The soundproofing panels were held in place by runners, which were already installed on the roof. Doc. 75 at 45, 50. The panels to be installed were already on the roof. Doc. 75 at 51. The longest panel was 8 feet long but only one foot high. Doc. 75 at 46. The men brought with them to the roof a "grinder", which was to be used to shorten some of the 8-foot panels to 6 feet. Doc. 75 at 54. They would cut a panel on the roof and then slide it into a runner. Doc. 75 at 65-71. It took only 5 minutes to cut and install a panel. Doc. 75 at 72.
The men had installed 4 of the 5 panels they needed to when plaintiff's accident occurred. Doc. 75 at 72-73. They cut the fifth panel and then climbed onto the platform on the roof. Doc. 75 at 73. As they raised the panel to slide it into the runners, plaintiff suddenly dropped the panel. Doc. 75 at 73. Medalla did not know why plaintiff fell. Doc. 75 at 90.
On March 27, 2018, defendant moved to amend its answer (motion sequence 001) to add certain affirmative defenses, including, inter alia, that plaintiff's action was barred by Workers' Compensation Law ("WCL") § 11. Docs. 20-21. The motion was granted by order entered September 6, 2018. Doc. 57.
Plaintiffs initially filed the note of issue on July 19, 2018. Doc. 38. Defendant then sought to strike the same and, by so-ordered stipulated dated August 8, 2018, the parties agreed to vacate the note of issue. Docs. 55, 58-59, and 71.

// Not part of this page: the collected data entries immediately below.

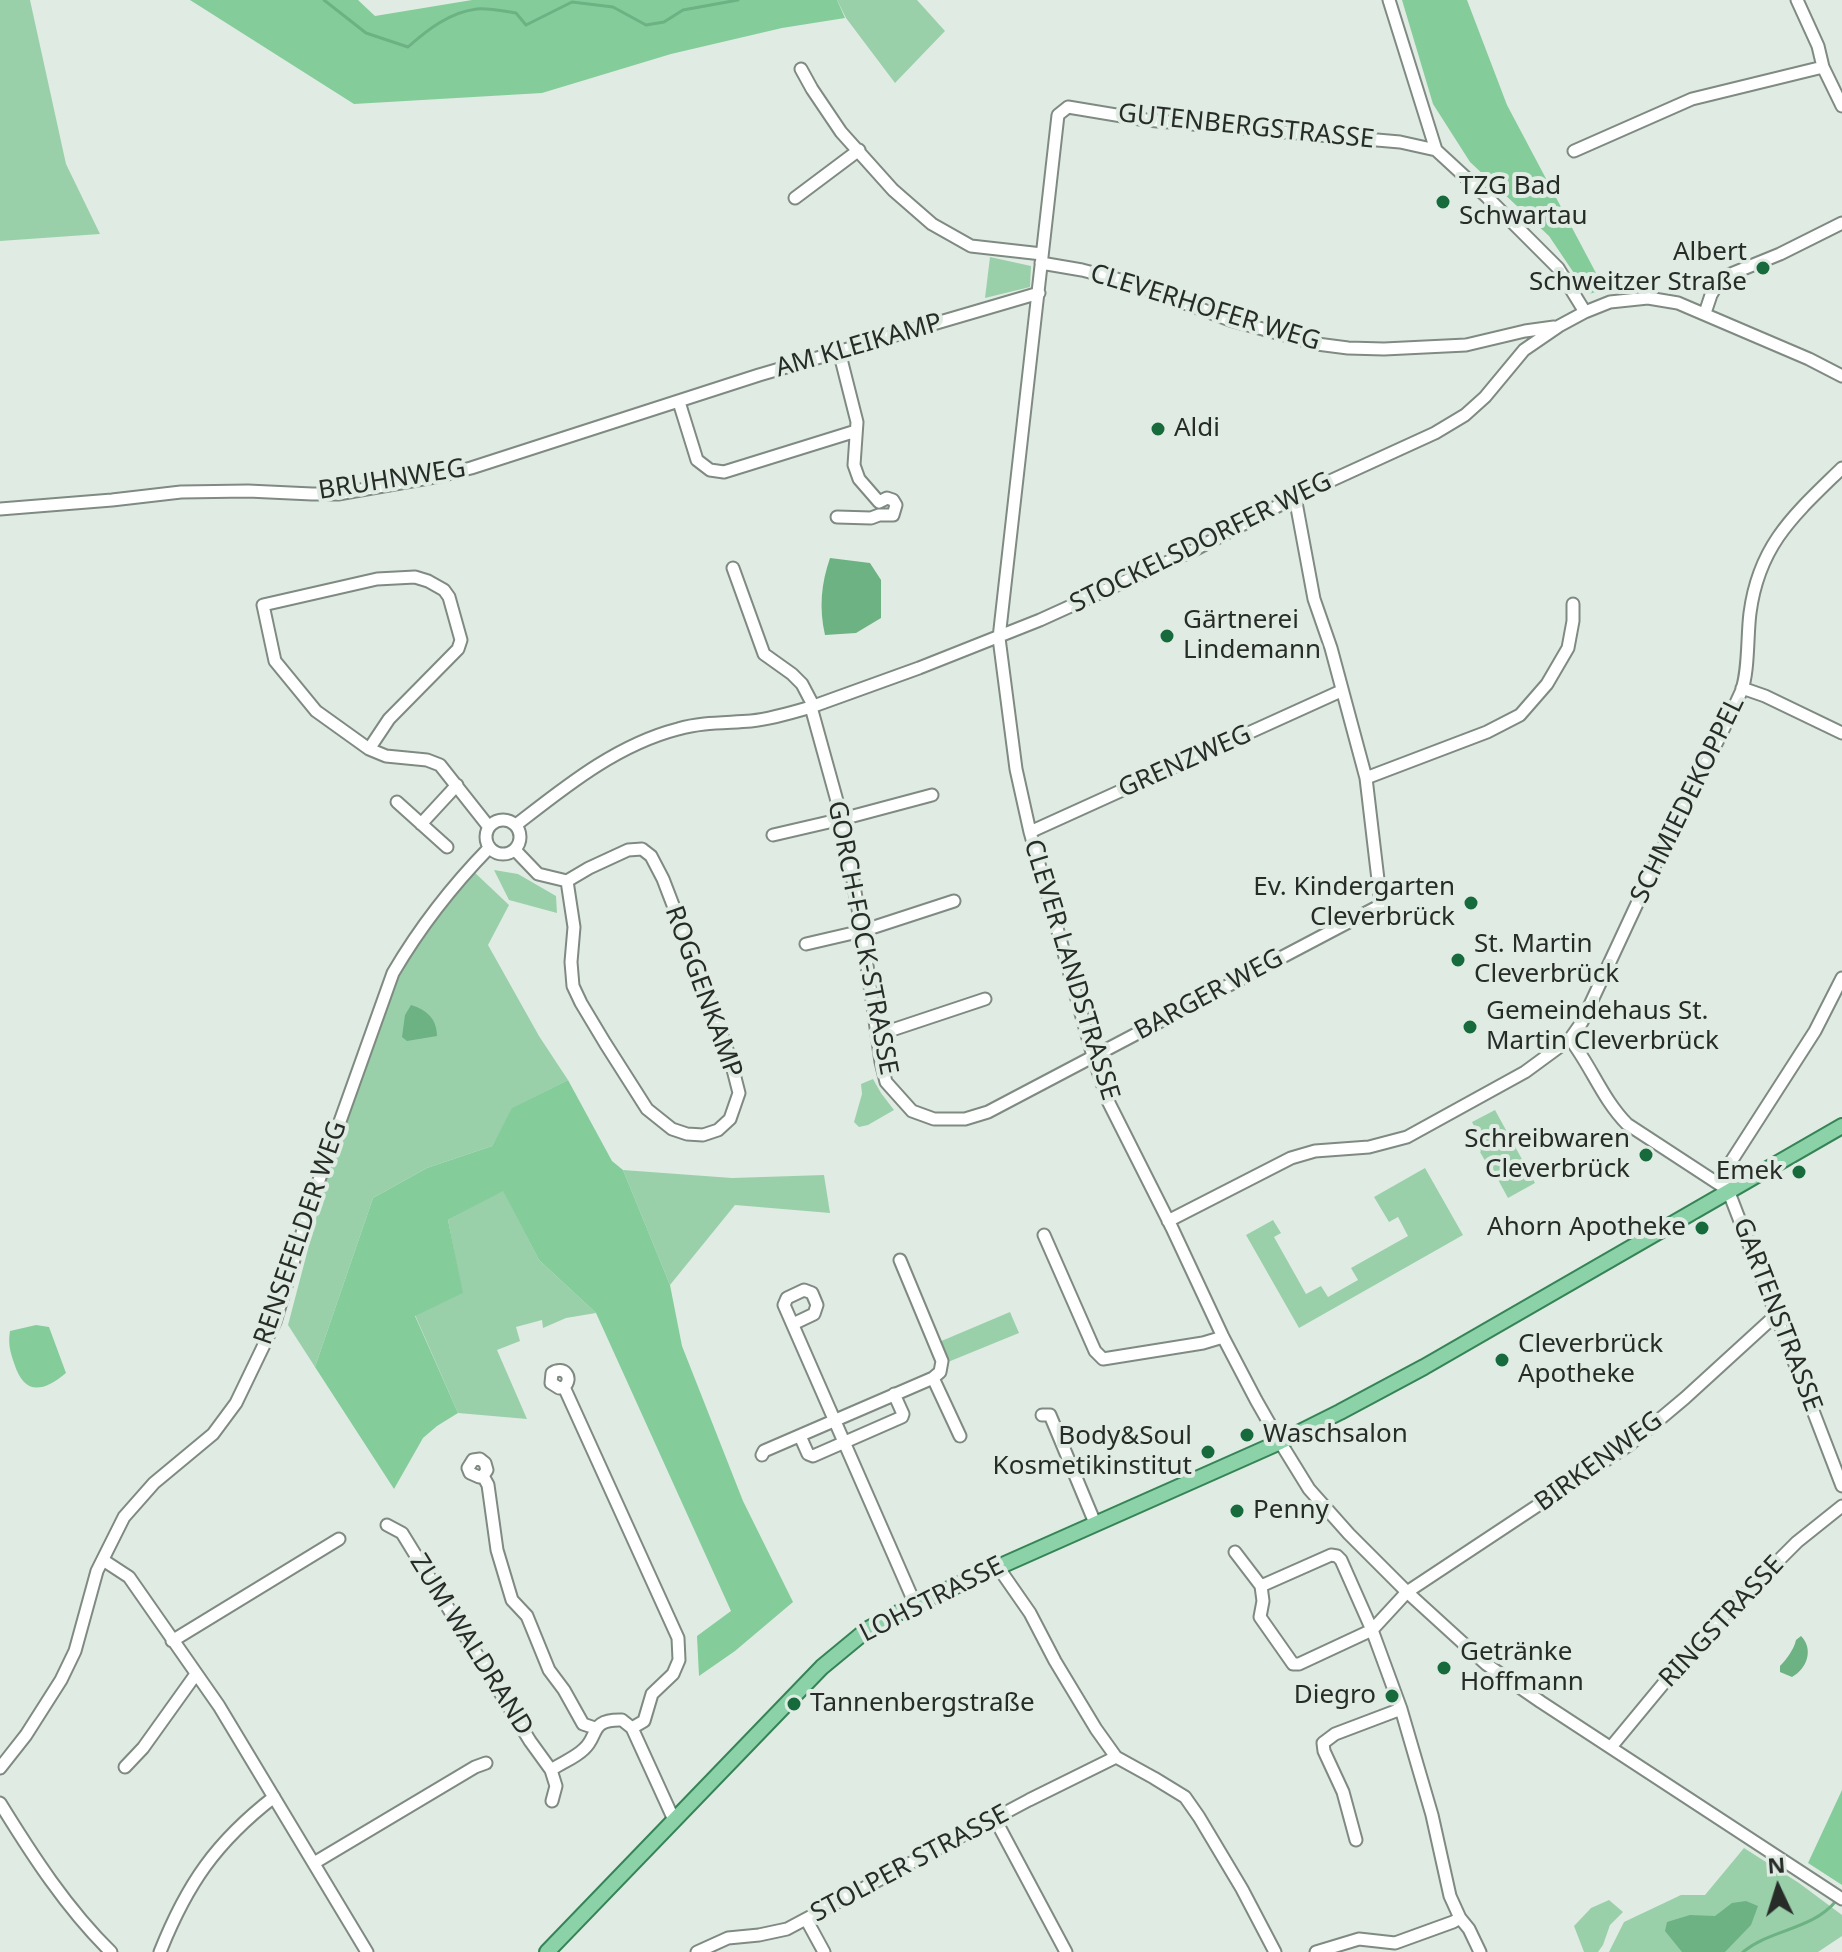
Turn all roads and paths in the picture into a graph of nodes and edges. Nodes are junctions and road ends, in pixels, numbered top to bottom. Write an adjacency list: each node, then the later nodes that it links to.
1 (1389, 0): 8 (street)
2 (1797, 0): 3 (street)
3 (1823, 67): 5 (street); 9 (street)
4 (801, 69): 7 (street, CLEVERHOFER WEG)
5 (1842, 106)
6 (1058, 115): 8 (street, GUTENBERGSTRASSE); 12 (street, CLEVER LANDSTRASSE)
7 (859, 150): 10 (street); 12 (street, CLEVERHOFER WEG)
8 (1436, 150): 14 (street)
9 (1574, 151)
10 (795, 198)
11 (1842, 223): 15 (street)
12 (1042, 259): 13 (street, CLEVER LANDSTRASSE); 16 (street, CLEVERHOFER WEG)
13 (1039, 293): 17 (street, AM KLEIKAMP); 27 (street, CLEVER LANDSTRASSE)
14 (1585, 312): 15 (street, STOCKELSDORFER WEG); 16 (street, STOCKELSDORFER WEG)
15 (1705, 313): 18 (street)
16 (1559, 326): 22 (street, STOCKELSDORFER WEG)
17 (839, 351): 19 (street, AM KLEIKAMP); 20 (street)
18 (1842, 376)
19 (679, 402): 20 (street); 23 (street, BRUHNWEG)
20 (856, 431): 24 (street)
21 (1842, 468): 28 (street, SCHMIEDEKOPPEL)
22 (1295, 497): 27 (street, STOCKELSDORFER WEG); 29 (street, BARGER WEG)
23 (0, 509)
24 (837, 517)
25 (733, 568): 30 (street, GORCH-FOCK-STRASSE)
26 (1573, 604): 33 (street)
27 (999, 638): 30 (street, STOCKELSDORFER WEG); 41 (street, CLEVER LANDSTRASSE)
28 (1742, 688): 31 (street); 53 (street, SCHMIEDEKOPPEL)
29 (1341, 691): 33 (street, BARGER WEG); 41 (street, GRENZWEG)
30 (812, 706): 37 (street, GORCH-FOCK-STRASSE); 39 (street, STOCKELSDORFER WEG)
31 (1842, 733)
32 (369, 749): 32 (street); 34 (street)
33 (1366, 778): 54 (street, BARGER WEG)
34 (457, 785): 38 (street); 40 (street)
35 (932, 795): 37 (street)
36 (397, 802): 38 (street)
37 (842, 819): 42 (street); 48 (street, GORCH-FOCK-STRASSE)
38 (421, 824): 43 (street)
39 (516, 825): 40 (street); 45 (street)
40 (489, 827): 44 (street)
41 (1030, 832): 54 (street, CLEVER LANDSTRASSE)
42 (773, 835)
43 (447, 847)
44 (489, 848): 45 (street); 80 (street, RENSEFELDER WEG)
45 (515, 850): 46 (street)
46 (567, 881): 46 (street, ROGGENKAMP)
47 (954, 901): 48 (street)
48 (862, 931): 49 (street); 52 (street, GORCH-FOCK-STRASSE)
49 (806, 944)
50 (1842, 978): 56 (street)
51 (985, 999): 52 (street)
52 (877, 1035): 54 (street, GORCH-FOCK-STRASSE)
53 (1570, 1039): 56 (street); 57 (street, SCHMIEDEKOPPEL)
54 (1093, 1056): 57 (street, CLEVER LANDSTRASSE)
55 (1842, 1126): 56 (main road, LOHSTRASSE)
56 (1728, 1190): 60 (street, GARTENSTRASSE); 71 (main road, LOHSTRASSE)
57 (1168, 1221): 62 (street, CLEVER LANDSTRASSE)
58 (1044, 1235): 62 (street)
59 (900, 1260): 63 (street)
60 (1777, 1314): 74 (street, GARTENSTRASSE); 83 (street, BIRKENWEG)
61 (793, 1324): 67 (street)
62 (1223, 1337): 71 (street, CLEVER LANDSTRASSE)
63 (933, 1378): 65 (street); 69 (street)
64 (564, 1387): 90 (street)
65 (894, 1394): 67 (street); 70 (street)
66 (1042, 1415): 76 (street)
67 (834, 1421): 68 (street); 70 (street)
68 (800, 1436): 70 (street); 72 (street)
69 (960, 1436)
70 (844, 1442): 84 (street)
71 (1280, 1442): 76 (main road, LOHSTRASSE); 83 (street, CLEVER LANDSTRASSE)
72 (762, 1455)
73 (483, 1476): 89 (street)
74 (1842, 1486)
75 (1842, 1506): 91 (street, RINGSTRASSE)
76 (1095, 1523): 81 (main road, LOHSTRASSE)
77 (387, 1525): 96 (street, ZUM WALDRAND)
78 (339, 1539): 86 (street)
79 (1235, 1552): 82 (street)
80 (103, 1560): 86 (street); 95 (street, RENSEFELDER WEG)
81 (998, 1567): 84 (main road, LOHSTRASSE); 92 (street)
82 (1261, 1586): 85 (street); 85 (street)
83 (1407, 1592): 85 (street); 91 (street, CLEVER LANDSTRASSE)
84 (915, 1604): 101 (main road, LOHSTRASSE)
85 (1372, 1630): 88 (street)
86 (172, 1641): 87 (street)
87 (196, 1674): 94 (street); 97 (street)
88 (1401, 1709): 102 (street); 105 (street)
89 (595, 1728): 90 (street); 96 (street)
90 (632, 1728): 101 (street)
91 (1611, 1747): 104 (street, CLEVER LANDSTRASSE)
92 (1116, 1757): 100 (street, STOLPER STRASSE); 114 (street)
93 (486, 1763): 103 (street)
94 (125, 1767)
95 (0, 1768)
96 (551, 1770): 98 (street)
97 (274, 1797): 103 (street); 109 (street)
98 (552, 1801)
99 (0, 1803): 108 (street)
100 (995, 1819): 106 (street, STOLPER STRASSE); 113 (street)
101 (674, 1820): 107 (main road, LOHSTRASSE)
102 (1356, 1840)
103 (314, 1863): 110 (street)
104 (1842, 1899)
105 (1460, 1918): 115 (street); 116 (street)
106 (806, 1919): 111 (street, STOLPER STRASSE); 112 (street)
107 (556, 1949)
108 (111, 1952)
109 (160, 1952)
110 (367, 1952)
111 (697, 1952)
112 (824, 1952)
113 (1066, 1952)
114 (1275, 1952)
115 (1316, 1952)
116 (1480, 1952)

On January 4, 2019, KFG Land filed the instant motion seeking summary judgment dismissing the complaint. Doc. 62. In support of the motion, KFG Land argues that the complaint must be dismissed against pursuant to WCL § 11 because plaintiff received workers' compensation benefits from his employer, KFG Operating, which is an alter ego of KFG Land. KFG Land also asserts that plaintiff's claims pursuant to Labor Law §§ 240 and 241(6) must be dismissed since he was not engaged in work protected by those statutes. Further, KFG Land maintains that the claim of common-law negligence/violation of Labor Law § 200 must be dismissed since plaintiff was unable to identify the cause of his accident.
In support of the motion, KFG Land submits an affidavit by Gross attesting to the fact that KFG Land and KFG Operating are alter egos because, among other things, they have no natural persons as members and because Hopkins ventures is the sole member of both entities. Doc. 77.
Plaintiff opposes the motion and cross-moves, pursuant to CPLR 3212, for summary judgment on his claim pursuant to Labor Law § 240. Doc. 87. In opposition to the motion, plaintiff argues that his claims are not barred by WCL § 11 because KFG Land and KFG Operating are not alter egos of one another. Doc. 86. Plaintiff further argues that his claim pursuant to Labor Law § 240 is not subject to dismissal because he was engaged in activity protected by that statute. Doc. 86. In support of this contention, plaintiff submits the affidavit of Stanley H. Fein, a Professional Engineer, who opines that plaintiff was not engaged in routine maintenance and that he should have been provided with "special tools and special equipment" for the job he was performing at the time of his injury. Doc. 86 at par. 7.
In support of the cross motion, plaintiff argues that he is entitled to summary judgment as a matter of law on his claim pursuant to Labor Law § 240 because he was working on an elevated catwalk with no safety devices. Doc. 88. He argues, inter alia, that he "is a maintenance worker" and "not an air conditioning repairman" and that "[his] job [was] to do the work inside of the nursing home as directed by his supervisor." Doc. 88 at par. 9. He emphasizes that outside contractors had been hired on all prior occasions on which soundproofing work had been performed on the air conditioner. Doc. 88 at par. 11.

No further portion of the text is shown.